- _What this task involves_
Check each line of the records below for the word "roads" and copy those where it appears.

Collected data entries
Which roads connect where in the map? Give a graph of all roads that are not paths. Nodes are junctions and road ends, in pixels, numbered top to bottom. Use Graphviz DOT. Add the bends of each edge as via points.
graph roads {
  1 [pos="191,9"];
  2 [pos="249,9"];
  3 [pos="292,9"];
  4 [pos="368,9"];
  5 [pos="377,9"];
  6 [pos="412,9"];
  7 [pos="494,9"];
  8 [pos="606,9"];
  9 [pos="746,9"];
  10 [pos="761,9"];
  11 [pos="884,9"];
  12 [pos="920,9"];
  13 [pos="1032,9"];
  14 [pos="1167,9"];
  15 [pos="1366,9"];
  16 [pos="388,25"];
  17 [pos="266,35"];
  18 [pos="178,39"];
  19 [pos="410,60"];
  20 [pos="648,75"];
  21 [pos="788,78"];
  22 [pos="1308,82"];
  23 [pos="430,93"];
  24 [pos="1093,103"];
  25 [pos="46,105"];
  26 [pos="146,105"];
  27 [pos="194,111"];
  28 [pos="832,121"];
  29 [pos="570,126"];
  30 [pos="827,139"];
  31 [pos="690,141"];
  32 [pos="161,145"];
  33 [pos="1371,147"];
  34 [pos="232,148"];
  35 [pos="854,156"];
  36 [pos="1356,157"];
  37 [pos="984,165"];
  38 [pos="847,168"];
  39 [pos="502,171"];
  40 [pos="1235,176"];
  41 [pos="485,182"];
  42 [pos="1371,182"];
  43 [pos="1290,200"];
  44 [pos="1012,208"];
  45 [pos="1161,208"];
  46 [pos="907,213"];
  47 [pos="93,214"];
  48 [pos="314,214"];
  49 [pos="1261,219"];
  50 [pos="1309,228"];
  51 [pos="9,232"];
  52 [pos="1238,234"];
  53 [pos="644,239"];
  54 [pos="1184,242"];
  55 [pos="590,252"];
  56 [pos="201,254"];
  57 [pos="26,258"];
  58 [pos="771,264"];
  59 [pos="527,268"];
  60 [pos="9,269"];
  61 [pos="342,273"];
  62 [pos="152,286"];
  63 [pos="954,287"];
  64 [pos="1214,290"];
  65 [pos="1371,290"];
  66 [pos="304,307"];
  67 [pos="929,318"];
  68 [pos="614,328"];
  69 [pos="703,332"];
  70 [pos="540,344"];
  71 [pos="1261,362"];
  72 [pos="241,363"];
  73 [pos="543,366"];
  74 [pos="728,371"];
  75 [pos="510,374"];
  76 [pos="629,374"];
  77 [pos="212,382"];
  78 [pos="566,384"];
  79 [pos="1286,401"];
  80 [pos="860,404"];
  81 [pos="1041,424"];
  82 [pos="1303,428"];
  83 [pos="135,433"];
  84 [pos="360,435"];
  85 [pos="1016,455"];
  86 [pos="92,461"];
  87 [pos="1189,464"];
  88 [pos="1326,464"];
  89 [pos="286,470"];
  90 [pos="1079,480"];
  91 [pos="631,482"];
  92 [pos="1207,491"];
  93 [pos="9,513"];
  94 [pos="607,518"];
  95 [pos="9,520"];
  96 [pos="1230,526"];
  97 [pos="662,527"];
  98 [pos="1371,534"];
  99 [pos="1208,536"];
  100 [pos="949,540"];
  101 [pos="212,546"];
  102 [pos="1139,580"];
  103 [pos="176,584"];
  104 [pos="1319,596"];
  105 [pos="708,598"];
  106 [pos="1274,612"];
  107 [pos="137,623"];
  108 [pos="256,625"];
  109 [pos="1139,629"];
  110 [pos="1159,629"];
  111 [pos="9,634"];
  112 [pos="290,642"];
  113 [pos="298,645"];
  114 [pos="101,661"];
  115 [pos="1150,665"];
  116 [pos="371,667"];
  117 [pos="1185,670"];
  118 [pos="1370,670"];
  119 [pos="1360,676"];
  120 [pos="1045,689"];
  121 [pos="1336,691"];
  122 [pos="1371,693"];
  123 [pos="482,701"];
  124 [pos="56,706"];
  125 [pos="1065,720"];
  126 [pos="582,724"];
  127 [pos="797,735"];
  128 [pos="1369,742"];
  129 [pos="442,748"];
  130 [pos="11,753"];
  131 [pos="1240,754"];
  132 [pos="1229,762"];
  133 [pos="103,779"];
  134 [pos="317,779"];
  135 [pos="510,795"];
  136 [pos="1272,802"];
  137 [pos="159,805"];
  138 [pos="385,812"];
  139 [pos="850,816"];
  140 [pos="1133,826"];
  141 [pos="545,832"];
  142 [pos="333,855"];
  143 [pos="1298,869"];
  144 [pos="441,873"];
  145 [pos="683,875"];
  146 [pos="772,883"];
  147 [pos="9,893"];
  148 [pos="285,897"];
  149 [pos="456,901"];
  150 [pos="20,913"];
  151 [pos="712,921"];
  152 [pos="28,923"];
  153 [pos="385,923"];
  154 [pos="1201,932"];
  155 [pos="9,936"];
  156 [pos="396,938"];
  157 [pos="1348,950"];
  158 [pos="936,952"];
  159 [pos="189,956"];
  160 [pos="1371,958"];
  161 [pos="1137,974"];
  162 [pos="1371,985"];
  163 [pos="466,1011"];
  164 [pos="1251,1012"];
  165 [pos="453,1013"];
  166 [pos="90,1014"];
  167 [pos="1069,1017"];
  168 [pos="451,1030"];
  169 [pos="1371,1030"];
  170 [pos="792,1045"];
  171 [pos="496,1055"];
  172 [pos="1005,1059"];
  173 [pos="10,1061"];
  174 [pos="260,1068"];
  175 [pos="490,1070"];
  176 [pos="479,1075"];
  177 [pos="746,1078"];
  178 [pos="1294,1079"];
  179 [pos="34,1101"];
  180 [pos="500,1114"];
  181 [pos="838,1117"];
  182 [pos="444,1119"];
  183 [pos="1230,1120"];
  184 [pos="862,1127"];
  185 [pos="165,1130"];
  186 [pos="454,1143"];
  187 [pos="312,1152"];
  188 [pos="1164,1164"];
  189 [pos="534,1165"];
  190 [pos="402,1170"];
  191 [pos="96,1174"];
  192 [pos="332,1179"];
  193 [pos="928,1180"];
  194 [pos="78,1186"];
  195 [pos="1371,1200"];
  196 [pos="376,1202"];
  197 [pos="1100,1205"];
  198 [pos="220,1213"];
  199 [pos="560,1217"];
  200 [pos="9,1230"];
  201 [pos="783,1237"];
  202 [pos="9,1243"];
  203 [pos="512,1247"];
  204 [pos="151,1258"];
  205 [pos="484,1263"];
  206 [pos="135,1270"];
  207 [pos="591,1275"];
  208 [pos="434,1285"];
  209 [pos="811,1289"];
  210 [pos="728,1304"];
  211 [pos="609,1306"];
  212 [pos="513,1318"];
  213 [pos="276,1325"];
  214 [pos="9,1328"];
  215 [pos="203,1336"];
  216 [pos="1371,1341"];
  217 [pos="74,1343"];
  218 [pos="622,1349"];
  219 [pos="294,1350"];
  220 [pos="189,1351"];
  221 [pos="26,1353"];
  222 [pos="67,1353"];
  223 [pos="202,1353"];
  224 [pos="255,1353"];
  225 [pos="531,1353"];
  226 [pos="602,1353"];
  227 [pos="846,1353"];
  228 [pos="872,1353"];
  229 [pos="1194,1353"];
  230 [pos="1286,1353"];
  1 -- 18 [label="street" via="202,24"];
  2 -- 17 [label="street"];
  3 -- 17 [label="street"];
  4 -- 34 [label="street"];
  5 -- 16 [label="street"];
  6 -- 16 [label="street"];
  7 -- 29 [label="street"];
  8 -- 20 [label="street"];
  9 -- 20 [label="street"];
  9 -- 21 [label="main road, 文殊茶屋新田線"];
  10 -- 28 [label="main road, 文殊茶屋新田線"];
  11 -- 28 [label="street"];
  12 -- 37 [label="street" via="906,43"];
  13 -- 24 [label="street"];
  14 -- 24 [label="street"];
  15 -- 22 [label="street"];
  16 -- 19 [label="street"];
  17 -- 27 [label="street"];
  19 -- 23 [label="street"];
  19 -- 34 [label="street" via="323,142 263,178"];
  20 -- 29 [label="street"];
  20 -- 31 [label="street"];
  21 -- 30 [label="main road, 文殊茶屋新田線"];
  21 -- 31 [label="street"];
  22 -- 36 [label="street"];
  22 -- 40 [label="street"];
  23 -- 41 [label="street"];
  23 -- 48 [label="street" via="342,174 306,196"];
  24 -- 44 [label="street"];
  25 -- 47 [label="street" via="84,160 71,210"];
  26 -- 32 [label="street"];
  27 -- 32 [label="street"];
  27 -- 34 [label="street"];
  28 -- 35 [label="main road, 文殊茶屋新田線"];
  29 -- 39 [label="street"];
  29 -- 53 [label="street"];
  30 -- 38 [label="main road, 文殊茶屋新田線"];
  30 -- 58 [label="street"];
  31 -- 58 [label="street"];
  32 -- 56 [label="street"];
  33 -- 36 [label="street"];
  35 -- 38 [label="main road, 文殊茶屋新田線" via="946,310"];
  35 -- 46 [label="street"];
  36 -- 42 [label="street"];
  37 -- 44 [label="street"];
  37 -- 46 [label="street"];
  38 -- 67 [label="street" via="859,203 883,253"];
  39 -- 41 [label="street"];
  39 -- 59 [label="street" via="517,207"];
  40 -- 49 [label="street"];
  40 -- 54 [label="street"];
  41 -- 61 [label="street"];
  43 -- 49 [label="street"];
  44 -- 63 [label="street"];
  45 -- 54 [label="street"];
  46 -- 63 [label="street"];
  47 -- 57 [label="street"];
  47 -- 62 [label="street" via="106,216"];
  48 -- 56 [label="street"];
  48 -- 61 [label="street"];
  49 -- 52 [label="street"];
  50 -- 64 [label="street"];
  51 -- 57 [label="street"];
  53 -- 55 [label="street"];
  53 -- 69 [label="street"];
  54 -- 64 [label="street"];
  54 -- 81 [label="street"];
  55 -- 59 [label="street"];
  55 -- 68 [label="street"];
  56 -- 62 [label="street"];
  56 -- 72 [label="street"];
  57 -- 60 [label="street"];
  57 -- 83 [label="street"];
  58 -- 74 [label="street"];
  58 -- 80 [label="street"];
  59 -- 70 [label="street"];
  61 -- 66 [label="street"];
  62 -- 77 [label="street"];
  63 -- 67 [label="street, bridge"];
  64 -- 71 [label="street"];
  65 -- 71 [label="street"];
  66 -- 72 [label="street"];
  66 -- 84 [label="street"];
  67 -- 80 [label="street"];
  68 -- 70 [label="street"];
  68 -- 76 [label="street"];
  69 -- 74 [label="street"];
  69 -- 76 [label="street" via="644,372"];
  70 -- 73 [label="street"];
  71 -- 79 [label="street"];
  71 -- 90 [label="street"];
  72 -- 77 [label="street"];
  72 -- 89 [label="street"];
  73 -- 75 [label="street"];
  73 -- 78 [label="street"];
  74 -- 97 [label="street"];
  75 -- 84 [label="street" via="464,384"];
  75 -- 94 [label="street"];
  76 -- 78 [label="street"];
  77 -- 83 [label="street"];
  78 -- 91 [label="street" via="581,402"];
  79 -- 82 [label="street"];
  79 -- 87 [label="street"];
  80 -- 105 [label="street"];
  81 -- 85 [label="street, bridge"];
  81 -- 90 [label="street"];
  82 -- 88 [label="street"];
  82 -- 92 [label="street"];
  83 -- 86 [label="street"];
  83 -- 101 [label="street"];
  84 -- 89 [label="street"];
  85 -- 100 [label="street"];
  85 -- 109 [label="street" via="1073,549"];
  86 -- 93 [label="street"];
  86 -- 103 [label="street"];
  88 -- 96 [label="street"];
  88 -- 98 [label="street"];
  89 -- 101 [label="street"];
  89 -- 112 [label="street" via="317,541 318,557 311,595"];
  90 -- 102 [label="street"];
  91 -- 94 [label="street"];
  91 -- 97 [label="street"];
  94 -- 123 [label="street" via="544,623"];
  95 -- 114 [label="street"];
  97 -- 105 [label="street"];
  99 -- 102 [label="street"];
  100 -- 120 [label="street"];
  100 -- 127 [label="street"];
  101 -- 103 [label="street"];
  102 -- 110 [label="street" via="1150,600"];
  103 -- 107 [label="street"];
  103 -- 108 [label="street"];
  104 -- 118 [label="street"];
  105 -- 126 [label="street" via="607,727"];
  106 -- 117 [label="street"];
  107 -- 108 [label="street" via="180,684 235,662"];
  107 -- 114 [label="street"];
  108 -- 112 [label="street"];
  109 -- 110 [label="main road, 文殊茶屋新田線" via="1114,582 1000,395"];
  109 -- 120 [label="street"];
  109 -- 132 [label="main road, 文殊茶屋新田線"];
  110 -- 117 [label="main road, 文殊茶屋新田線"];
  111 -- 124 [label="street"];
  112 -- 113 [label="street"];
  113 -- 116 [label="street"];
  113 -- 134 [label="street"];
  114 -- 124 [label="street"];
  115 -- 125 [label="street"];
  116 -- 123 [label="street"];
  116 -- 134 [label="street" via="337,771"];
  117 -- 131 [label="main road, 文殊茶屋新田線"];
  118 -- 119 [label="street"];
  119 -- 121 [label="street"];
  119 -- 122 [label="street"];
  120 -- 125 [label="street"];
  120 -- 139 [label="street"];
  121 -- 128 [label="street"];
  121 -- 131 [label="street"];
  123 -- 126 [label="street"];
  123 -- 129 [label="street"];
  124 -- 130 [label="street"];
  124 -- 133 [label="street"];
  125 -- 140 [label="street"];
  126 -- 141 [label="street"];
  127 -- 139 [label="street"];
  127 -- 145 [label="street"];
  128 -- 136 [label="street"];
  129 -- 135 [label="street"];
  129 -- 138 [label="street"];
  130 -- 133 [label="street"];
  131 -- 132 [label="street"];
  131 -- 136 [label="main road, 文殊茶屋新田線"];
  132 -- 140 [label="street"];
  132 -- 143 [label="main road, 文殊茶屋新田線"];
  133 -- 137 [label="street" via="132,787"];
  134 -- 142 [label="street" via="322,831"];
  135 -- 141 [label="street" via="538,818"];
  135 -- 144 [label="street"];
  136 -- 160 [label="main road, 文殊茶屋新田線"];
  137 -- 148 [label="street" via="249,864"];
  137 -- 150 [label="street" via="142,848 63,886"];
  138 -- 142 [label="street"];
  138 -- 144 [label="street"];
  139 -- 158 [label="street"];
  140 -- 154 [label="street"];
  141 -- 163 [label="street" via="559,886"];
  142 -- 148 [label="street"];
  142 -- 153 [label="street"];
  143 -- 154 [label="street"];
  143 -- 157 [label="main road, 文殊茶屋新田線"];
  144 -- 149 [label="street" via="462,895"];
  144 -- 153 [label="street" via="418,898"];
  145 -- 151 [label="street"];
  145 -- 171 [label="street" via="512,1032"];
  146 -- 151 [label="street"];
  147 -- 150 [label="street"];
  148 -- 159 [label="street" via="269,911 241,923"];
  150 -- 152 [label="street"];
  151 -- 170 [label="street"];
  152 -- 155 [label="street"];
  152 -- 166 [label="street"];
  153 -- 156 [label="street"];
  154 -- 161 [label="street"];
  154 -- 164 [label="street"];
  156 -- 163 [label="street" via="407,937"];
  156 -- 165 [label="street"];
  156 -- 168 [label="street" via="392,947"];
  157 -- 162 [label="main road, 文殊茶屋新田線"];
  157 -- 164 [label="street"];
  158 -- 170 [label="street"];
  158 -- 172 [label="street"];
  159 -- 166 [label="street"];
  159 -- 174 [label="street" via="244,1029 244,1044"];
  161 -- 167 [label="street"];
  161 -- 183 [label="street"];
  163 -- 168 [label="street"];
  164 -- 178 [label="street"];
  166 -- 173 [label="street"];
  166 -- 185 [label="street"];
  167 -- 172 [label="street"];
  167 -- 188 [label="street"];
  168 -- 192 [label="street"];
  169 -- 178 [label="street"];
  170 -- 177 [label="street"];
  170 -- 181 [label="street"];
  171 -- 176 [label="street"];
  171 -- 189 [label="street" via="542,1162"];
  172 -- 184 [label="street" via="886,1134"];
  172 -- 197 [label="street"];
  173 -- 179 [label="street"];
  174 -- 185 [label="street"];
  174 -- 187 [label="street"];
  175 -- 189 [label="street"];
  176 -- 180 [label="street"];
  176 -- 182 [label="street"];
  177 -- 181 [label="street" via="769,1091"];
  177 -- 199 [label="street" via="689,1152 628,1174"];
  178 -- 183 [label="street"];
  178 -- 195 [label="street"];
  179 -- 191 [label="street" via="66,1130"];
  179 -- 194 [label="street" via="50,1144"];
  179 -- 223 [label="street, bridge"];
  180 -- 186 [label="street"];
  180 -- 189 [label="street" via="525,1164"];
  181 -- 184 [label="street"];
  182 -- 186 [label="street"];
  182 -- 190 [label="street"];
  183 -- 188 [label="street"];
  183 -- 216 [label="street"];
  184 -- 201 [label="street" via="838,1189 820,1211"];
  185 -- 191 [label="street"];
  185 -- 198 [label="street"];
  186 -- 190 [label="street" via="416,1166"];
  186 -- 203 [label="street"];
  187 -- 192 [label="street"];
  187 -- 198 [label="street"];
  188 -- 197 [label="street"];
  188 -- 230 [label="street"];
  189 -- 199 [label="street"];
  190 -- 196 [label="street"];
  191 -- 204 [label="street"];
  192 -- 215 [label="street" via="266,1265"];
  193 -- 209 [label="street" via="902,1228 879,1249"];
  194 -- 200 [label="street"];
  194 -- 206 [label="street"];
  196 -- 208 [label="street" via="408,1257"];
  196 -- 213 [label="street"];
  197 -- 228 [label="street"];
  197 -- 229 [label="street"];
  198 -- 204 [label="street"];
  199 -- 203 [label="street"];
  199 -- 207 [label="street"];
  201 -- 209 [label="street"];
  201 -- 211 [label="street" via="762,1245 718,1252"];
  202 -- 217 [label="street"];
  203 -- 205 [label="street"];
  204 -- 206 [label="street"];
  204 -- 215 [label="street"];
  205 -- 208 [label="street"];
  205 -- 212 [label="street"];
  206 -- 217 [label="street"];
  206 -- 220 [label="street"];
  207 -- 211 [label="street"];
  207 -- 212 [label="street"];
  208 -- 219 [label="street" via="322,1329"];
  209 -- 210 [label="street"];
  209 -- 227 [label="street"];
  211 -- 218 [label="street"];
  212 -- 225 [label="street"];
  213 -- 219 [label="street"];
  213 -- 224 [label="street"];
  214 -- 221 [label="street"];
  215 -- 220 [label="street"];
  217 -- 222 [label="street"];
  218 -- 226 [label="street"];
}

- _Answer to this task_
Which roads connect where in the map? Give a graph of all roads that are not paths. Nodes are junctions and road ends, in pixels, numbered top to bottom. Use Graphviz DOT. Add the bends of each edge as via points.
graph roads {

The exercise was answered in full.